Tally every line of the listing where the string "Adara" is found, and state the total alone.

• [Input for this task]

※

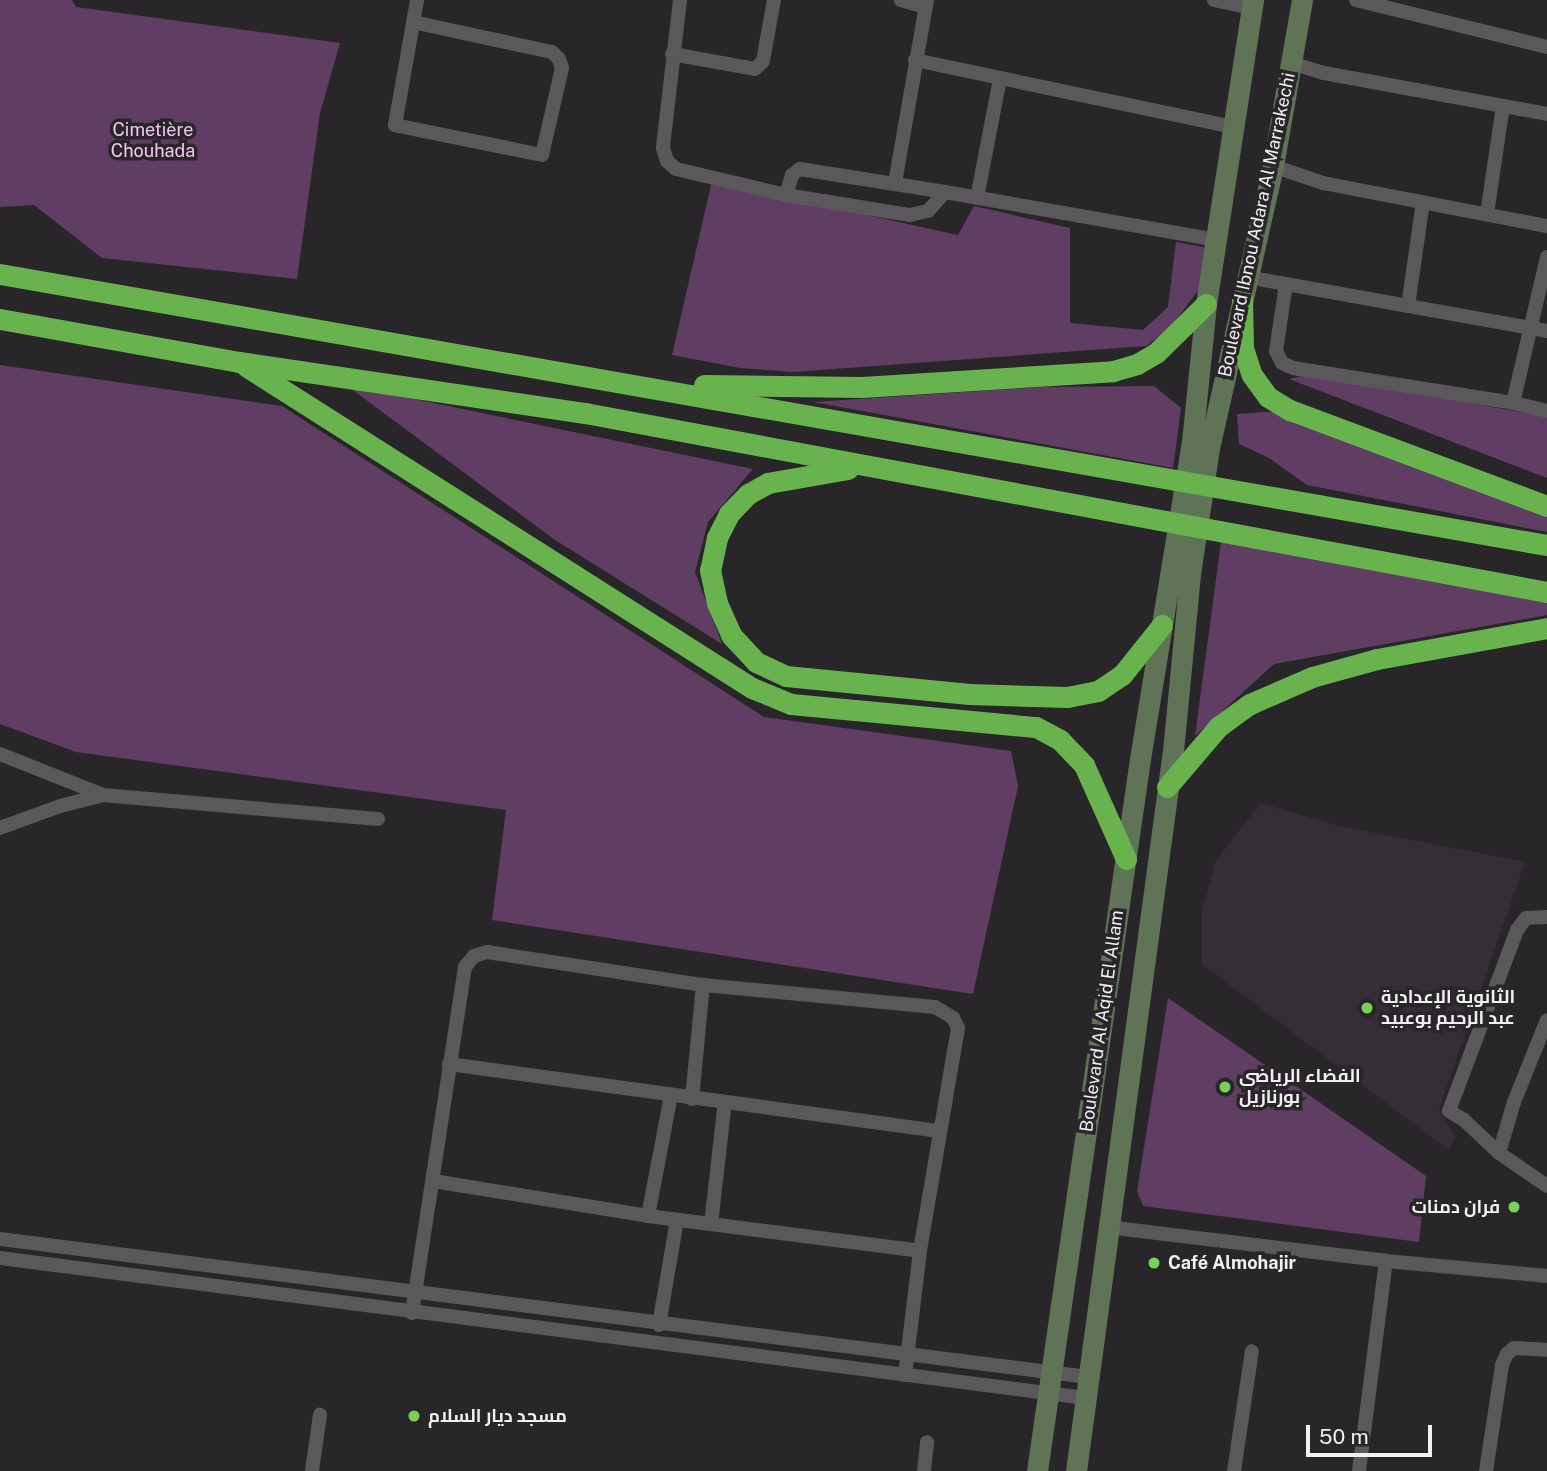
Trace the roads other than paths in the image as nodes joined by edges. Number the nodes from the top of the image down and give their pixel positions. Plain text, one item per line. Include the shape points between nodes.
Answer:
1 (417, 0) edge
2 (680, 0) edge
3 (774, 0) edge
4 (901, 0) edge
5 (1214, 0) edge
6 (1303, 0) edge
7 (1356, 0) edge
8 (927, 3) edge
9 (1252, 4) edge
10 (413, 22) junction
11 (1547, 47) edge
12 (672, 54) junction
13 (915, 60) junction
14 (1291, 63) junction
15 (1000, 78) junction
16 (1503, 106) junction
17 (1547, 114) edge
18 (1234, 127) junction
19 (1273, 166) junction
20 (895, 184) junction
21 (945, 192) junction
22 (786, 195) junction
23 (977, 198) junction
24 (1423, 202) junction
25 (1487, 214) junction
26 (1547, 226) edge
27 (1218, 240) junction
28 (1547, 257) edge
29 (0, 274) edge
30 (1247, 277) junction
31 (1286, 284) junction
32 (1242, 299) junction
33 (1206, 304) junction
34 (1408, 306) junction
35 (0, 319) edge
36 (1530, 328) junction
37 (1547, 331) edge
38 (239, 362) junction
39 (599, 377) junction
40 (1513, 403) junction
41 (1547, 411) edge
42 (1200, 445) junction
43 (865, 467) junction
44 (1547, 506) edge
45 (1547, 545) edge
46 (1181, 573) junction
47 (1547, 592) edge
48 (1162, 625) junction
49 (1547, 628) edge
50 (0, 754) edge
51 (1167, 787) junction
52 (103, 795) junction
53 (379, 819) dead end
54 (0, 828) edge
55 (1126, 859) junction
56 (1547, 917) edge
57 (703, 985) junction
58 (1547, 1020) edge
59 (1543, 1043) edge
60 (449, 1064) junction
61 (671, 1095) junction
62 (692, 1099) junction
63 (725, 1101) junction
64 (939, 1131) junction
65 (1499, 1153) junction
66 (433, 1181) junction
67 (1547, 1186) edge
68 (648, 1216) junction
69 (677, 1220) junction
70 (711, 1224) junction
71 (1107, 1227) junction
72 (0, 1239) edge
73 (920, 1251) junction
74 (0, 1258) edge
75 (1386, 1261) junction
76 (1547, 1276) edge
77 (414, 1294) junction
78 (412, 1313) junction
79 (659, 1325) junction
80 (1547, 1350) edge
81 (1252, 1352) dead end
82 (907, 1355) junction
83 (905, 1375) junction
84 (1049, 1383) junction
85 (1086, 1388) junction
86 (320, 1415) dead end
87 (927, 1442) dead end
88 (312, 1471) edge
89 (924, 1471) edge
90 (1037, 1471) edge
91 (1076, 1471) edge
92 (1234, 1471) edge
93 (1359, 1471) edge
94 (1486, 1471) edge

1 - 10 street
2 - 12 street
3 - 12 street via 763,61 755,69
4 - 8 street
5 - 9 street
6 - 14 main road, Boulevard Ibnou Adara Al Marrakechi
7 - 11 street
8 - 13 street
9 - 18 main road, Boulevard Ibnou Adara Al Marrakechi
10 - 10 street via 395,125 542,155 562,68 559,59 552,52
12 - 22 street via 663,148 667,161 687,173
13 - 15 street
13 - 20 street
14 - 16 street
14 - 19 main road, Boulevard Ibnou Adara Al Marrakechi
15 - 18 street
15 - 23 street
16 - 17 street
16 - 25 street
18 - 27 main road, Boulevard Ibnou Adara Al Marrakechi
19 - 24 street via 1323,183
19 - 30 main road, Boulevard Ibnou Adara Al Marrakechi
20 - 21 street
20 - 22 street via 800,169 792,175
21 - 22 street via 928,211 909,215
21 - 23 street
23 - 27 street
24 - 25 street
24 - 34 street
25 - 26 street
27 - 33 main road, Boulevard Ibnou Adara Al Marrakechi
28 - 36 street
29 - 39 highway
30 - 31 street
30 - 32 main road, Boulevard Ibnou Adara Al Marrakechi
31 - 34 street
31 - 40 street via 1276,351 1282,363
32 - 42 main road, Boulevard Ibnou Adara Al Marrakechi
32 - 44 highway via 1243,348 1252,375 1268,397 1290,410
33 - 39 highway via 1156,353 1113,371 849,387 729,387
33 - 42 main road, Boulevard Ibnou Adara Al Marrakechi
34 - 36 street
35 - 38 highway
36 - 37 street
36 - 40 street
38 - 43 highway via 585,413
38 - 55 highway via 752,688 791,704 1036,727 1060,740 1083,765
39 - 45 highway
40 - 41 street
42 - 46 main road
43 - 47 highway
43 - 48 highway via 768,483 747,494 729,514 717,538 710,570 731,635 756,662 786,676 969,695 1067,697 1098,691 1122,675
46 - 48 main road, Boulevard Al Aqid El Allam
46 - 51 main road, Boulevard Al Aqid El Allam
48 - 55 main road, Boulevard Al Aqid El Allam
49 - 51 highway via 1377,659 1312,677 1250,704 1218,727
50 - 52 street
51 - 71 main road, Boulevard Al Aqid El Allam
52 - 53 street
52 - 54 street
55 - 84 main road, Boulevard Al Aqid El Allam
56 - 65 street via 1526,918 1517,930 1449,1111
57 - 60 street via 487,952 474,956 465,967
57 - 62 street
57 - 64 street via 945,1010 958,1028
58 - 59 street
59 - 65 street
60 - 61 street
60 - 66 street
61 - 62 street
61 - 68 street
62 - 63 street
63 - 64 street
63 - 70 street
64 - 73 street
65 - 67 street
66 - 68 street
66 - 77 street
68 - 69 street
69 - 70 street
69 - 79 street
70 - 73 street
71 - 75 street
71 - 85 main road, Boulevard Al Aqid El Allam
72 - 77 street
73 - 82 street
74 - 78 street
75 - 76 street
75 - 93 street
77 - 78 street
77 - 79 street
78 - 83 street
79 - 82 street
80 - 94 street via 1514,1348 1507,1353
81 - 92 street
82 - 83 street
82 - 84 street
83 - 84 street
84 - 85 street
84 - 85 street
84 - 90 main road, Boulevard Al Aqid El Allam
85 - 91 main road, Boulevard Al Aqid El Allam
86 - 88 street
87 - 89 street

※

• [Reply] 9